Buyers are also steered toward agents because the MLS is still the most up-to-date source of information—even more so than Realtor.com. While the MLS is updated in real time, the NAR says 80% of the Realtor.com listings are updated daily, while 20% are updated within three days. Denver broker Sue Edelstein tells of an Internet-savvy couple from San Jose who brought a list of about a dozen homes posted for sale on the Web site operated by the Denver-area MLS, Metrolist. Edelstein took a look at the actual MLS data and found half the homes already under contract.

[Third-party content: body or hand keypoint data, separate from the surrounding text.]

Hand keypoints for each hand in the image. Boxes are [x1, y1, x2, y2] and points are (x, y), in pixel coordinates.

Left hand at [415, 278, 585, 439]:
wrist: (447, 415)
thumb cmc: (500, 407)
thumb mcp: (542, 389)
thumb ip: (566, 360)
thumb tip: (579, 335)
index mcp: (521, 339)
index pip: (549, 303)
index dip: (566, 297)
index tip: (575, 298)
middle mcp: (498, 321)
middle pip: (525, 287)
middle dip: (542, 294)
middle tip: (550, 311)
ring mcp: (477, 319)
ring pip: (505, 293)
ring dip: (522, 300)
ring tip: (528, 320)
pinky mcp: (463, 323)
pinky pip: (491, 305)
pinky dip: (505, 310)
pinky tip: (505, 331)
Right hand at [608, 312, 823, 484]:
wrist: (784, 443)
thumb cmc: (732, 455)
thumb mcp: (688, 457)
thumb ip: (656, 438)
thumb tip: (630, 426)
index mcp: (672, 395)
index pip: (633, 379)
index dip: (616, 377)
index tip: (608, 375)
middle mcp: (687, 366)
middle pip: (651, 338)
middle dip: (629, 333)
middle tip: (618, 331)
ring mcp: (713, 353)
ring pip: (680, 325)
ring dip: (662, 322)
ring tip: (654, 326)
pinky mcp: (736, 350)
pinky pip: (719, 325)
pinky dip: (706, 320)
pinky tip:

Online competitors have started to build their own lists of homes, but none has yet approached the number listed on Realtor.com. Meanwhile, the NAR has amassed a war chest by selling $53 million worth of its shares in Homestore.com, and experimenting with other ways of serving clients better, while still keeping agents in the middle of the transaction. For instance, the NAR is developing ways to electronically share the voluminous documents that buyers, sellers, and other parties need to exchange, but in a way that makes the agent the traffic cop.

Realtor.com’s success has been so great that it has drawn Justice Department antitrust scrutiny. But unless the laws change or courts intervene, real-estate agents—and lots of other "old guys"—seem likely to dominate their part of the New Economy just as they did the Old Economy.